_Your task_.
Faithfully repeat each entry below, minus the pictures.

*** Opening Data provided ***

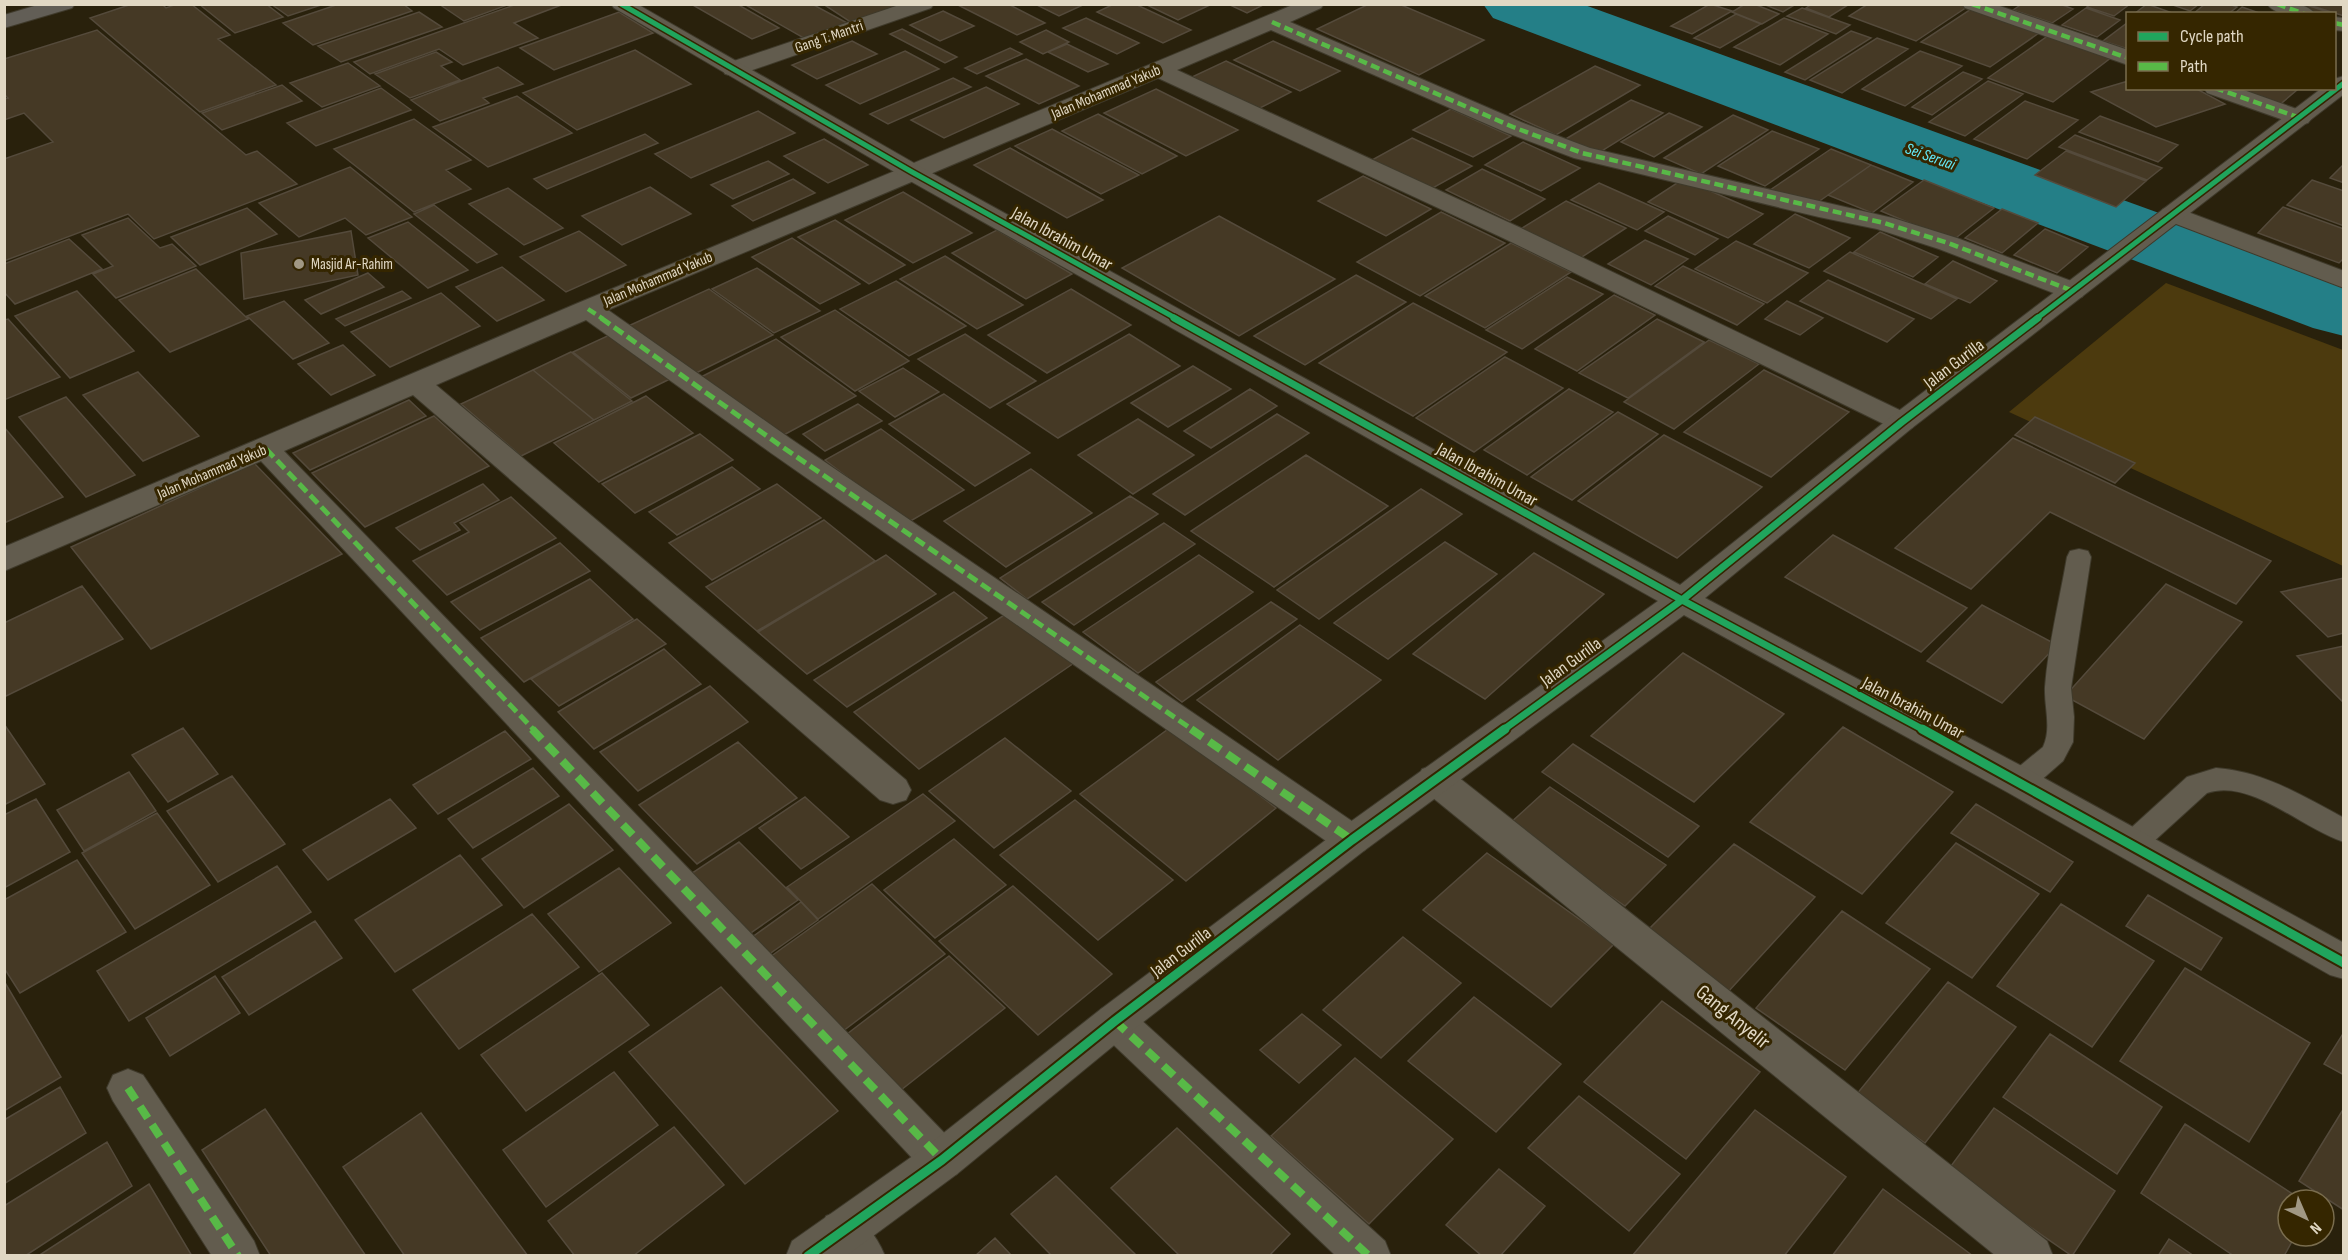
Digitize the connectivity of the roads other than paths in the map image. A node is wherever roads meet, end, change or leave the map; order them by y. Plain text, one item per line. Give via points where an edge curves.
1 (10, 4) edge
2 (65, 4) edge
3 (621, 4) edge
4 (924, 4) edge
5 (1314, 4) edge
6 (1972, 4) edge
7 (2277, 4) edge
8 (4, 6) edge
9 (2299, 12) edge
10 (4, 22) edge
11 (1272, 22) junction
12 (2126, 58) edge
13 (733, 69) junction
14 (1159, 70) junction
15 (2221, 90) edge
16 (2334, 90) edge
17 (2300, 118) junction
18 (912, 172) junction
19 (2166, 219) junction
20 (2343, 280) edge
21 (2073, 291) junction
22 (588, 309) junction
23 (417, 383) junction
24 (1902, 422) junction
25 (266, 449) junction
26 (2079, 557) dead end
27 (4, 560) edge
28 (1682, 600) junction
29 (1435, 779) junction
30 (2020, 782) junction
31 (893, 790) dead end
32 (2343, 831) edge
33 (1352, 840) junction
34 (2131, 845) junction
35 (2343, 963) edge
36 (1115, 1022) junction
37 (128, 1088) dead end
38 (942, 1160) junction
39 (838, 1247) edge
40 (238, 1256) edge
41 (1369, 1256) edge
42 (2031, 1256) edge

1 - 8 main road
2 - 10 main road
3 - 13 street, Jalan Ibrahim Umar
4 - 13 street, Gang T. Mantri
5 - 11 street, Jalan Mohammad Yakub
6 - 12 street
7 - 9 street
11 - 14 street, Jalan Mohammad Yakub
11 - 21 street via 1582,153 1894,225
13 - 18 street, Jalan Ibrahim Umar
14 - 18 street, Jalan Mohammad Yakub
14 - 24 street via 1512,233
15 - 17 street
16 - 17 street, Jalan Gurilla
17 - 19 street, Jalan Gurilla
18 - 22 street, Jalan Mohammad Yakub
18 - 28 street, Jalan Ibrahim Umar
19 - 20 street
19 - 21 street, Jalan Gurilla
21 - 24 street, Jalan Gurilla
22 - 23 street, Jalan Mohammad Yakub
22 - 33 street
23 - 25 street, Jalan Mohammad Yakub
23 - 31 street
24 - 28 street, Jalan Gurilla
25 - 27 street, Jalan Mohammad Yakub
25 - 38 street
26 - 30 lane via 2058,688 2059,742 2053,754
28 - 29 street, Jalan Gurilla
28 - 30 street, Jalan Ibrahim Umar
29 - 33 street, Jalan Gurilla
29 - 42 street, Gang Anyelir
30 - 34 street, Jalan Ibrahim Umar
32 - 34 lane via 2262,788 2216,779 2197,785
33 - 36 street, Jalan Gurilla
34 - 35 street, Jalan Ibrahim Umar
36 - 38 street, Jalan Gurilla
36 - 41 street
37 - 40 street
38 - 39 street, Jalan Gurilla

*** Closing Data provided ***

_Solution to the problem_.
Digitize the connectivity of the roads other than paths in the map image. A node is wherever roads meet, end, change or leave the map; order them by y. Plain text, one item per line. Give via points where an edge curves.
1 (10, 4) edge
2 (65, 4) edge
3 (621, 4) edge
4 (924, 4) edge
5 (1314, 4) edge
6 (1972, 4) edge
7 (2277, 4) edge
8 (4, 6) edge
9 (2299, 12) edge
10 (4, 22) edge
11 (1272, 22) junction
12 (2126, 58) edge
13 (733, 69) junction
14 (1159, 70) junction
15 (2221, 90) edge
16 (2334, 90) edge
17 (2300, 118) junction
18 (912, 172) junction
19 (2166, 219) junction
20 (2343, 280) edge
21 (2073, 291) junction
22 (588, 309) junction
23 (417, 383) junction
24 (1902, 422) junction
25 (266, 449) junction
26 (2079, 557) dead end
27 (4, 560) edge
28 (1682, 600) junction
29 (1435, 779) junction
30 (2020, 782) junction
31 (893, 790) dead end
32 (2343, 831) edge
33 (1352, 840) junction
34 (2131, 845) junction
35 (2343, 963) edge
36 (1115, 1022) junction
37 (128, 1088) dead end
38 (942, 1160) junction
39 (838, 1247) edge
40 (238, 1256) edge
41 (1369, 1256) edge
42 (2031, 1256) edge

1 - 8 main road
2 - 10 main road
3 - 13 street, Jalan Ibrahim Umar
4 - 13 street, Gang T. Mantri
5 - 11 street, Jalan Mohammad Yakub
6 - 12 street
7 - 9 street
11 - 14 street, Jalan Mohammad Yakub
11 - 21 street via 1582,153 1894,225
13 - 18 street, Jalan Ibrahim Umar
14 - 18 street, Jalan Mohammad Yakub
14 - 24 street via 1512,233
15 - 17 street
16 - 17 street, Jalan Gurilla
17 - 19 street, Jalan Gurilla
18 - 22 street, Jalan Mohammad Yakub
18 - 28 street, Jalan Ibrahim Umar
19 - 20 street
19 - 21 street, Jalan Gurilla
21 - 24 street, Jalan Gurilla
22 - 23 street, Jalan Mohammad Yakub
22 - 33 street
23 - 25 street, Jalan Mohammad Yakub
23 - 31 street
24 - 28 street, Jalan Gurilla
25 - 27 street, Jalan Mohammad Yakub
25 - 38 street
26 - 30 lane via 2058,688 2059,742 2053,754
28 - 29 street, Jalan Gurilla
28 - 30 street, Jalan Ibrahim Umar
29 - 33 street, Jalan Gurilla
29 - 42 street, Gang Anyelir
30 - 34 street, Jalan Ibrahim Umar
32 - 34 lane via 2262,788 2216,779 2197,785
33 - 36 street, Jalan Gurilla
34 - 35 street, Jalan Ibrahim Umar
36 - 38 street, Jalan Gurilla
36 - 41 street
37 - 40 street
38 - 39 street, Jalan Gurilla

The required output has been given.